La situazione attuale, “ma in generale l’evoluzione degli scenari lavorativi e le richieste delle stesse aziende, ci ha convinti a riformulare i metodi di profilazione dei candidati, ponendo l’accento anche sulla valutazione di alcuni aspetti finora poco esplorati”, dice. “Si tratta di esaminare – rimarca Sottocorno – il corredo di attitudini caratteriali e motivazionali del candidato così da misurarne l’aderenza alla peculiarità del contesto professionale in cui dovrebbe calarsi. Del resto, ogni azienda, e ogni settore, hanno prerogative ben distinte, sia in termini di operatività che di approccio alla gestione del personale, e questo rende ogni standardizzazione, nei processi di ricerca di personale, controproducente e destinata a non offrire i risultati sperati”.

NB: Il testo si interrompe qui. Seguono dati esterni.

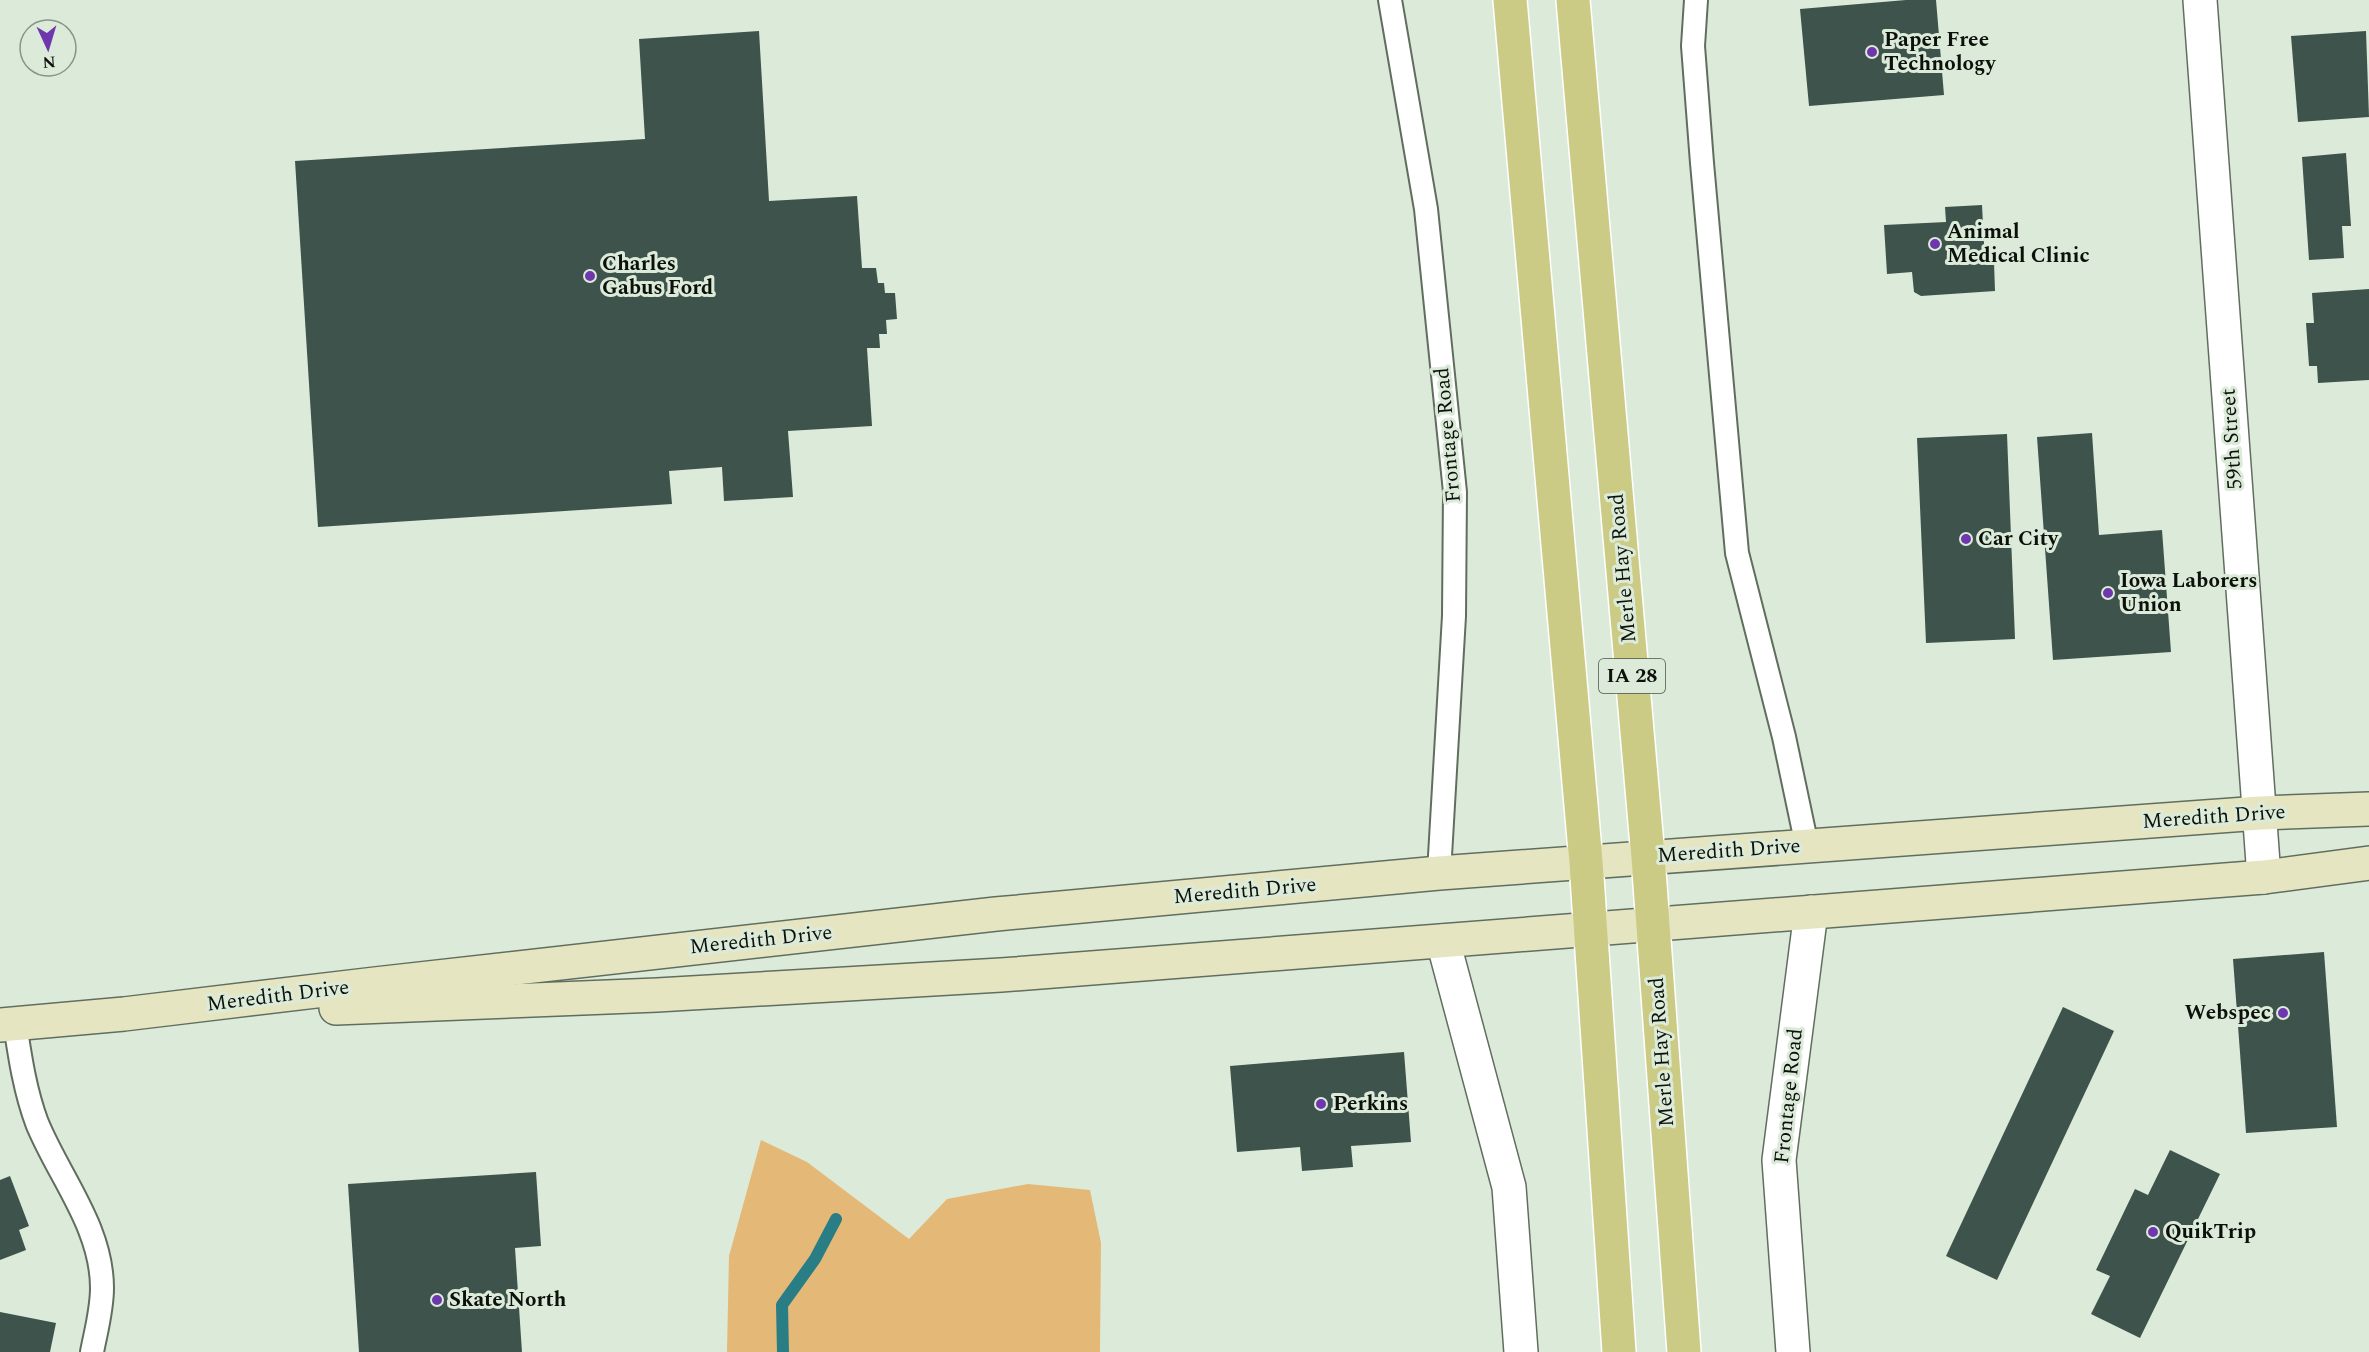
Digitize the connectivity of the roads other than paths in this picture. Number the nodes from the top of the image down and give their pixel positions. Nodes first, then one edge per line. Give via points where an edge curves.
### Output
1 (1390, 0) edge
2 (1510, 0) edge
3 (1573, 0) edge
4 (1696, 0) edge
5 (2200, 0) edge
6 (2369, 809) edge
7 (2259, 813) junction
8 (1807, 846) junction
9 (1648, 857) junction
10 (1586, 862) junction
11 (2369, 863) edge
12 (1439, 873) junction
13 (2265, 877) junction
14 (1811, 912) junction
15 (1653, 924) junction
16 (1590, 928) junction
17 (1443, 941) junction
18 (124, 1014) junction
19 (8, 1025) edge
20 (92, 1352) edge
21 (1521, 1352) edge
22 (1619, 1352) edge
23 (1684, 1352) edge
24 (1793, 1352) edge

1 - 12 lane, Frontage Road via 1426,209 1455,492 1454,616
2 - 10 main road, IA 28
3 - 9 main road, Merle Hay Road / IA 28
4 - 8 lane via 1693,46 1705,208 1737,553
5 - 7 street, 59th Street
6 - 7 main road, Meredith Drive
7 - 8 main road, Meredith Drive
7 - 13 street, 59th Street
8 - 9 main road, Meredith Drive
9 - 10 main road, Meredith Drive
9 - 15 main road, Merle Hay Road / IA 28
10 - 12 main road, Meredith Drive
10 - 16 main road, IA 28
11 - 13 main road, Meredith Drive
12 - 18 main road, Meredith Drive via 996,914
13 - 14 main road, Meredith Drive
14 - 15 main road, Meredith Drive
14 - 24 street, Frontage Road via 1779,1160
15 - 16 main road, Meredith Drive
15 - 23 main road, Merle Hay Road / IA 28
16 - 17 main road, Meredith Drive
16 - 22 main road, IA 28
17 - 18 main road, Meredith Drive via 1001,975 657,995
17 - 21 street via 1509,1187
18 - 19 main road, Meredith Drive
19 - 20 lane via 37,1122 88,1224 98,1259 102,1288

“Per questo – continua – diviene fondamentale testare, alla stregua delle competenze manageriali, anche quelle umane e comportamentali, così da comprendere se determinate predisposizioni risultino coerenti con le politiche dell’azienda”. Un percorso che Seltis conduce anche attraverso assessment mediante questionari e prove individuali i cui riscontri vengono comunque condivisi con il candidato.

“E’ fondamentale – fa notare – poter ridurre al minimo i margini di errore di un processo di individuazione del profilo adeguato a occupare posizioni strategiche nell’organigramma aziendale, e noi cerchiamo così di rispondere ad una istanza che ci arriva sempre più frequentemente da parte dalle aziende, e situazioni come quella che stiamo vivendo confermano il valore di certe abilità”.

“A rafforzare il processo di inserimento aziendale – dice – si aggiunge un ulteriore tassello innovativo, l’on-boarding aziendale. Velocizzare il processo di integrazione di una nuova risorsa nei gangli operativi di un’impresa significa dotarlo di agili strumenti di comprensione dell’environment aziendale in cui deve calarsi. E allora, affinché il benvenuto a bordo sia il più efficace e proficuo possibile, è nato uno schema digitale e smart che permette alla nuova risorsa di impostare, insieme ai suoi referenti aziendali, una serie di obiettivi, spalmati in un lasso di tempo di 5 mesi, che gli consentiranno di interpretare, nel modo più rapido e approfondito possibile, il ruolo che gli viene richiesto”.

“Una sorta di accompagnamento condiviso – chiarisce – durante il quale la risorsa riceverà gli adeguati feedback che andranno a comporre il bagaglio di nozioni e informazioni utili a operare in sintonia con il resto dell’impresa. Il mondo del lavoro sta vivendo una transizione inevitabile, vuoi per le tecnologie e vuoi per l’estrema versatilità che viene richiesta ai nuovi assunti”.

“Noi – assicura – vogliamo assecondare questa rivoluzione a tutto vantaggio dei candidati e delle aziende, e così facendo abbiamo incrementato del 40% le nostre attività nel 2019 rispetto al 2018. Noi speriamo che le nuvole che hanno improvvisamente offuscato l’orizzonte nazionale e internazionale si diradino velocemente, ma sicuramente il dopo sarà in qualche modo diverso, anche nel settore del lavoro, e noi ci stiamo preparando”.